Unreachable points within this simplified workspace are excluded while the proposed comfort zone is calculated.

By varying the $(x,y)$-positions of the mobile platform while holding the desired position of the EE fixed in the world frame, the configuration of the robotic manipulator can be changed. This set of configurations will be searched to find the comfort zone for the mobile manipulator. To find the inequality constraint equation for a point inside the recommended workspace, a plane is used to cut the recommended workspace ellipsoid per Equation (38) at point ${\mathbf{P}}_{\mathrm{des}}$ with varying $(x,y)$-coordinates and a fixed z-coordinate. Therefore, this plane, in its normal form, is

$$\mathbf{x}·{\mathbf{n}}_0={\mathbf{P}}_{\mathrm{EE},\mathrm{des}}·{\mathbf{n}}_0$$

(40)

with ${\mathbf{n}}_0={[0,0,1]}^T$ said to be parallel to the ($x,y$)-plane, resulting in

$$z=z_{\mathrm{EE},\mathrm{des}}.$$

(41)

When combining Equations (38) and (41), an ellipse parallel to the $(x,y)$-plane with its center at the point ${\mathbf{P}}_{\mathrm{M},\mathrm{Base}}$:

$$E_{\mathrm{EE}}(x,y):={\displaystyle \frac{x^2}{a^2(1-\frac{z_{\mathrm{EE},\mathrm{des}}^2}{c^2})}}+{\displaystyle \frac{y^2}{b^2(1-\frac{z_{\mathrm{EE},\mathrm{des}}^2}{c^2})}}=1$$

(42)

and the axes lengths

$$\begin{array}{ccc}\hfill \widehat{a}& =& \sqrt{a^2(1-{\displaystyle \frac{z_{\mathrm{EE},\mathrm{des}}^2}{c^2}})}\hfill \end{array}$$

(43)

$$\begin{array}{ccc}\hfill \widehat{b}& =& \sqrt{b^2(1-{\displaystyle \frac{z_{\mathrm{EE},\mathrm{des}}^2}{c^2}})}\hfill \end{array}$$

(44)

can be found. Using the boundary condition

$${\displaystyle \frac{x^2}{\widehat{a}}}+{\displaystyle \frac{y^2}{\widehat{b}}}\le 1$$

(45)

defined by the ellipse in Equation (42), a set of points, ${\mathcal{P}}_{\mathrm{EE}}\in {\mathbb{R}}^2$, can be calculated.
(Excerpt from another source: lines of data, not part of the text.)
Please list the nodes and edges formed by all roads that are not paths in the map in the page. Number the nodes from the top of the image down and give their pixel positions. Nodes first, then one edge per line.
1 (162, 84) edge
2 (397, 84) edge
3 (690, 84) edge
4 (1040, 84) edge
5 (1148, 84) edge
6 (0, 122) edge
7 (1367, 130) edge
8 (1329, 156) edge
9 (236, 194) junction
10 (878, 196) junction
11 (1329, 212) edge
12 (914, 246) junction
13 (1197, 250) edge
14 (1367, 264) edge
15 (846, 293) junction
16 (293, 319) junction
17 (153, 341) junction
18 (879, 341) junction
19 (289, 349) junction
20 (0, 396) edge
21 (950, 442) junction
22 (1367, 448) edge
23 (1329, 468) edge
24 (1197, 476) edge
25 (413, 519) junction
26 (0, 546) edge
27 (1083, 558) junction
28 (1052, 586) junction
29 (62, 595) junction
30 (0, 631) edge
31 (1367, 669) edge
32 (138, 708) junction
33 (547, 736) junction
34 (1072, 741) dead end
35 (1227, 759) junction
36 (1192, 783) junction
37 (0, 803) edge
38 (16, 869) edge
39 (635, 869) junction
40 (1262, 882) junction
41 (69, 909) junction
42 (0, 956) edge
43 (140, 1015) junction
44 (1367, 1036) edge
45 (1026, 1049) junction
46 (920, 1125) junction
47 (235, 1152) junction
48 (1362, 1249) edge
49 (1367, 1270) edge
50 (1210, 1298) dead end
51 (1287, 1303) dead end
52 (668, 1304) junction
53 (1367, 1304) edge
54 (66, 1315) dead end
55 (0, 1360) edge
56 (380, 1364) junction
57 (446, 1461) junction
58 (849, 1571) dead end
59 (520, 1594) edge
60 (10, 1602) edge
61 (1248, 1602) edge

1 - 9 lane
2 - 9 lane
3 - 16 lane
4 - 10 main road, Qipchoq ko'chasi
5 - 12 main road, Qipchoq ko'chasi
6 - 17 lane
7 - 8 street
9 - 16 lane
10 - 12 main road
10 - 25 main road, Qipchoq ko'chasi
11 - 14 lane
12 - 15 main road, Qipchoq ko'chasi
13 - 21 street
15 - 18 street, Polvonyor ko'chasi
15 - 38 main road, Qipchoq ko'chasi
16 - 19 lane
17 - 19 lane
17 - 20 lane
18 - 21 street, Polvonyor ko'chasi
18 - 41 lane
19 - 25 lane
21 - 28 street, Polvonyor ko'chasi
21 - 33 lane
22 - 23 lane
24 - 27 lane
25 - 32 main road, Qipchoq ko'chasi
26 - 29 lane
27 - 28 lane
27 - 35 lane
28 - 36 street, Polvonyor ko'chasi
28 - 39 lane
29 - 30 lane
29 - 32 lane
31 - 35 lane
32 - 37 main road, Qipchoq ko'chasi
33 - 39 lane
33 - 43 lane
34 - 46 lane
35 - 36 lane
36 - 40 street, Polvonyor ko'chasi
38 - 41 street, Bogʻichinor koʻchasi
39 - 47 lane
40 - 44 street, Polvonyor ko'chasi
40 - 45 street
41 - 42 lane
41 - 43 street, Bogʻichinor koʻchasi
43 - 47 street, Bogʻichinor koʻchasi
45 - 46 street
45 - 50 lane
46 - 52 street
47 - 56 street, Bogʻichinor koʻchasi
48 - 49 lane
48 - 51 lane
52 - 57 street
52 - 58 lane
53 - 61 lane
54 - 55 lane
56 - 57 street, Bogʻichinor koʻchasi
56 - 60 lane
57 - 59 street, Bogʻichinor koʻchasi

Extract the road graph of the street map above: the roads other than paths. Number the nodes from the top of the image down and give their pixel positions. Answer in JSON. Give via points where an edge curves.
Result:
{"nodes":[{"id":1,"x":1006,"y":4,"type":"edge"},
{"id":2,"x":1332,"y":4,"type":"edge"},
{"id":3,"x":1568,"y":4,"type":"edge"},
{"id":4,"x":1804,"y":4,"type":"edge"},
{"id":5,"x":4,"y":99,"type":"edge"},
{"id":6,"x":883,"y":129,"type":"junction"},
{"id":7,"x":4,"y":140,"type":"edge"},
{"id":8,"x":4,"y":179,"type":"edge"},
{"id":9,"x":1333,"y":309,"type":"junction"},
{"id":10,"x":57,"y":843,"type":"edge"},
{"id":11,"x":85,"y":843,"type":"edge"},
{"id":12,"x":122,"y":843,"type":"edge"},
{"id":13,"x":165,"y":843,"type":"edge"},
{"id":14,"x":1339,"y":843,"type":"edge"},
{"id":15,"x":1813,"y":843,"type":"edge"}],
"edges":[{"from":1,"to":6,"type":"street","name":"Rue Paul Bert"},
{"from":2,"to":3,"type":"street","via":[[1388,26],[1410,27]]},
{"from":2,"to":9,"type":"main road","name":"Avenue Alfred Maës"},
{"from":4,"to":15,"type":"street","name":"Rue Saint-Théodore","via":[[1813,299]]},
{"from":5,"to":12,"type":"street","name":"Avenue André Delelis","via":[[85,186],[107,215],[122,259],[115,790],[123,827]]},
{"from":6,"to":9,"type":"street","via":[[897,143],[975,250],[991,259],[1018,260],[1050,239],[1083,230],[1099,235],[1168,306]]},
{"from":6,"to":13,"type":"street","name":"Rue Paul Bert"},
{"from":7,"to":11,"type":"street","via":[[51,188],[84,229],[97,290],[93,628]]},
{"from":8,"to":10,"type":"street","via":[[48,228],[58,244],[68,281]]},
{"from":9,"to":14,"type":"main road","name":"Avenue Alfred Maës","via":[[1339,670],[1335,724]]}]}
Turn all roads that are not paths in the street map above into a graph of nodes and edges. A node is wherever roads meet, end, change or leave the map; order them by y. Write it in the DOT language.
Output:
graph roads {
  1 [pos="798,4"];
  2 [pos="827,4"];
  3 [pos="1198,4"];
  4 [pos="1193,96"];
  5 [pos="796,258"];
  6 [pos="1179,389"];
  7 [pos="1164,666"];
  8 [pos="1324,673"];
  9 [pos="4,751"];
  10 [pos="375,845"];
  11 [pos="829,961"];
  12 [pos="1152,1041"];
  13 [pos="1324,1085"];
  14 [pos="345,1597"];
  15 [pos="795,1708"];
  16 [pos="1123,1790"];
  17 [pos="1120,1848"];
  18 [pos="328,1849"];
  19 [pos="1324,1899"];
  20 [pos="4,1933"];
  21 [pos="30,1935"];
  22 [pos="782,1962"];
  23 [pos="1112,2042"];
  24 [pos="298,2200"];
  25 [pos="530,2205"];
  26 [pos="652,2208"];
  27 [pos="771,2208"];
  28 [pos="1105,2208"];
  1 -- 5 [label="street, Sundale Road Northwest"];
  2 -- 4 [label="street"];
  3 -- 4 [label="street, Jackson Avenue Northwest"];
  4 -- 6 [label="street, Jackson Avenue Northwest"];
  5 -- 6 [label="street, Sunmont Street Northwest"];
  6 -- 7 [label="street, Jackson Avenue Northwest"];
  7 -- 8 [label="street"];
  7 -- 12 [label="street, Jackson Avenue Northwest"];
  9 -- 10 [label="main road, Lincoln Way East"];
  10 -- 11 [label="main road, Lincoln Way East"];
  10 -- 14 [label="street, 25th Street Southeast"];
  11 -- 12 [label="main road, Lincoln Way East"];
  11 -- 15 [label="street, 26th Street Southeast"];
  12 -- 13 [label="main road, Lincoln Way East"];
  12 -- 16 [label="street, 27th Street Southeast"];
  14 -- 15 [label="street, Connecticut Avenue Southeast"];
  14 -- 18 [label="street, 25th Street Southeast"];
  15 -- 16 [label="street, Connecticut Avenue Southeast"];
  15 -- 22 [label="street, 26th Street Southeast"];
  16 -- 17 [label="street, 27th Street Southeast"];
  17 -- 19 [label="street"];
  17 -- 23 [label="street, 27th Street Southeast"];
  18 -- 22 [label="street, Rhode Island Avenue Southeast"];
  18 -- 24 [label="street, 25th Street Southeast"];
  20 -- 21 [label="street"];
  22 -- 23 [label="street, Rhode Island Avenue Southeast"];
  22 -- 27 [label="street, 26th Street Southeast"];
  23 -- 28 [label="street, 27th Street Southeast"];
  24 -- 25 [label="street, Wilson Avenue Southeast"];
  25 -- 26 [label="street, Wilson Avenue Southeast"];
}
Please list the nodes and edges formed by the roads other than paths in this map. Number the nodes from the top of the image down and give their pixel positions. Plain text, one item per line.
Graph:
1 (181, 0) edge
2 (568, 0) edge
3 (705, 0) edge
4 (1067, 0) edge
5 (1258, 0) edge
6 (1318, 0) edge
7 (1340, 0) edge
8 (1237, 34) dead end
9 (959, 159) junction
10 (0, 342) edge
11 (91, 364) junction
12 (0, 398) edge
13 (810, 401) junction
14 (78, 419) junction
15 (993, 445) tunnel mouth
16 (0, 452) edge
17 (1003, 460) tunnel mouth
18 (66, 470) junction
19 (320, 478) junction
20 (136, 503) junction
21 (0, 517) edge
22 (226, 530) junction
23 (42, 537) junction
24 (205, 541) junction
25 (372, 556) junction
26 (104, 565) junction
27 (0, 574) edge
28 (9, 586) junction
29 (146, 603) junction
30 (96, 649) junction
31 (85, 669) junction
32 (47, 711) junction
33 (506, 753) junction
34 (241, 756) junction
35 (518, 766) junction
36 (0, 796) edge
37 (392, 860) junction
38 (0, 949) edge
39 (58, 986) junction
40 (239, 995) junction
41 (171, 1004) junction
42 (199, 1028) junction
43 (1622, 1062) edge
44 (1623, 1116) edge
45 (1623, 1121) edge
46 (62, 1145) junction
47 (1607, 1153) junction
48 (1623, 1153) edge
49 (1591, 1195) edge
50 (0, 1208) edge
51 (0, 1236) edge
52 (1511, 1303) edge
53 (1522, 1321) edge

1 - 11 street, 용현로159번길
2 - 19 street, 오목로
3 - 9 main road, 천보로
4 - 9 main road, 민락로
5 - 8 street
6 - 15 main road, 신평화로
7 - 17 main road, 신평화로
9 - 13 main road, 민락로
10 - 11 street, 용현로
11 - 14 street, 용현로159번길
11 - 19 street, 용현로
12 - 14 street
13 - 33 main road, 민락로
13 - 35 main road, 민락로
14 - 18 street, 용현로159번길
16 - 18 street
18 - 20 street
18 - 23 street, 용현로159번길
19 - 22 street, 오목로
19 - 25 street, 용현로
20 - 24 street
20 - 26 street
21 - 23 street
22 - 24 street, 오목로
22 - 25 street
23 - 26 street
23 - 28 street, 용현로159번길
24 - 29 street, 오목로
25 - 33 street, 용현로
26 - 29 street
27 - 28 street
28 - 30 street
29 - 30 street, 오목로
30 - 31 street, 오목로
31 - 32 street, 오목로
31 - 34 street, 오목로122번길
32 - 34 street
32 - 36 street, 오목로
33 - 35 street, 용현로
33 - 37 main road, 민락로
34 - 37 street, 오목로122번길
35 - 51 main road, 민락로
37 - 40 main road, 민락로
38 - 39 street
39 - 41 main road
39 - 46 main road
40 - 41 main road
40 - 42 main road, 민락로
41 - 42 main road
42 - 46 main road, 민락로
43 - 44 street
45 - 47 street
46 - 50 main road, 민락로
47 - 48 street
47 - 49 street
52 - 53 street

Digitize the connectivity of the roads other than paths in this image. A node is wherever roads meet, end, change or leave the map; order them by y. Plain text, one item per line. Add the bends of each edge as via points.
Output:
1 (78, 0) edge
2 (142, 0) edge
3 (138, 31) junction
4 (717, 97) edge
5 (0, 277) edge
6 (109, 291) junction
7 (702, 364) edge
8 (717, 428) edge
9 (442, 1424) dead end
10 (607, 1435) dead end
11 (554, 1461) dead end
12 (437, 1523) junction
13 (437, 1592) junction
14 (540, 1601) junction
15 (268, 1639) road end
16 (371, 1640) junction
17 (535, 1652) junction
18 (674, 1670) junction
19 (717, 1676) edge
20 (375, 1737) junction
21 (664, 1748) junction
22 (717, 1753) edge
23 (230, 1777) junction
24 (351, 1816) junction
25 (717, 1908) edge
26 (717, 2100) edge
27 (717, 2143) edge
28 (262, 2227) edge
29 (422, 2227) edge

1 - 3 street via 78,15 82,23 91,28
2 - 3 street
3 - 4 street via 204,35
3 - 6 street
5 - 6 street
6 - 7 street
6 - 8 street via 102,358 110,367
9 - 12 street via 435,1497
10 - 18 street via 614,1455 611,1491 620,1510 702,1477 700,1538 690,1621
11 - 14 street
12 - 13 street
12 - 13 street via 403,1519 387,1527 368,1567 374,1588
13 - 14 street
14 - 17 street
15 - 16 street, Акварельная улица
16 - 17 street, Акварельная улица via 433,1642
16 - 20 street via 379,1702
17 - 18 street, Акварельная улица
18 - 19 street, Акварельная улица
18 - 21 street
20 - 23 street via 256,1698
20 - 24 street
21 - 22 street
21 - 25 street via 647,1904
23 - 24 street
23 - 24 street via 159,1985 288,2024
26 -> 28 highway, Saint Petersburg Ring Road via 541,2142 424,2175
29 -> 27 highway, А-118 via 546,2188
This set includes all points that can be reached via the EE while the mobile base is placed at the point ${\mathbf{P}}_{\mathrm{M},\mathrm{Base}}$, and it can be defined as

$${\mathcal{P}}_{\mathrm{EE}}=\left\{{\mathbf{P}}_{\mathrm{EE}}(x,y)\in {\mathbb{R}}^2\mid {\displaystyle \frac{x^2}{\widehat{a}}}+{\displaystyle \frac{y^2}{\widehat{b}}}\le 1\right\}.$$

(46)

Using the desired EE position ${\mathbf{P}}_{\mathrm{EE},\mathrm{des}}$ and all points ${\mathbf{P}}_{\mathrm{EE}}\in {\mathcal{P}}_{\mathrm{EE}}$, a new set

$${\mathcal{P}}_{\mathrm{Base}}=\left\{{\mathbf{P}}_{\mathrm{Base}}\in {\mathbb{R}}^2\mid {\mathbf{P}}_{\mathrm{Base}}(x,y)={\mathbf{P}}_{\mathrm{EE}}(x,y)+{\mathbf{P}}_{\mathrm{EE},\mathrm{des}}\forall {\mathbf{P}}_{\mathrm{EE}}(x,y)\right\}$$

(47)

of feasible base positions can be found. Assuming a planar movement in the $(x,y)$-plane of the mobile base, and due to Equation (41), $z_{\mathrm{Base}}$ is set to zero, and it will further be neglected. Each element in the new set ${\mathcal{P}}_{\mathrm{Base}}$ represents a suitable position of the mobile base to ensure the desired EE position, ${\mathbf{P}}_{\mathrm{des}}$, using different manipulator-joint configurations. By evaluation of the continuous set ${\mathcal{P}}_{\mathrm{Base}}$ with discrete values for $\mathbf{x}=\widehat{\mathbf{x}}$ and $\mathbf{y}=\widehat{\mathbf{y}}$ with

$$\widehat{\mathbf{x}}=[x_{\min },x_{\min }+\Delta x,\dots ,x_{\max }-\Delta x,x_{\max }]$$

(48)

and

$$\widehat{\mathbf{y}}=[y_{\min },y_{\min }+\Delta x,\dots ,y_{\max }-\Delta x,y_{\max }]$$

(49)

the discrete set

$${\widehat{\mathcal{P}}}_{\mathrm{Base}}=\left\{{\widehat{\mathbf{P}}}_{\mathrm{Base},i}(\widehat{\mathbf{x}},\widehat{\mathbf{y}})\in {\mathcal{P}}_{\mathrm{Base}}\right\}$$

(50)

with $n_{\mathrm{Base}}$ points can be found. Figure 2b shows an exemplary set of $n_{\mathrm{Base}}=460$ feasible positions for a mobile base with a mounted serial manipulator. The discrete set of points ${\widehat{\mathcal{P}}}_{\mathrm{Base}}$ is used to find a subset, defined as a task-dependent comfort zone (see Equation (54)) for mobile manipulator placement. Thereby, different manipulability measures, ${\mathrm{m}}_{\mathrm{v}}\left(\mathbf{q}\right),{\mathrm{m}}_{\mathrm{f}}\left(\mathbf{q}\right),{\mathrm{m}}_{\mathrm{st}}\left(\mathbf{q}\right),{\mathrm{m}}_{\mathrm{a}}\left(\mathbf{q}\right)$, as described in the previous sections, are used to evaluate the corresponding joint configuration for each point in the discrete set.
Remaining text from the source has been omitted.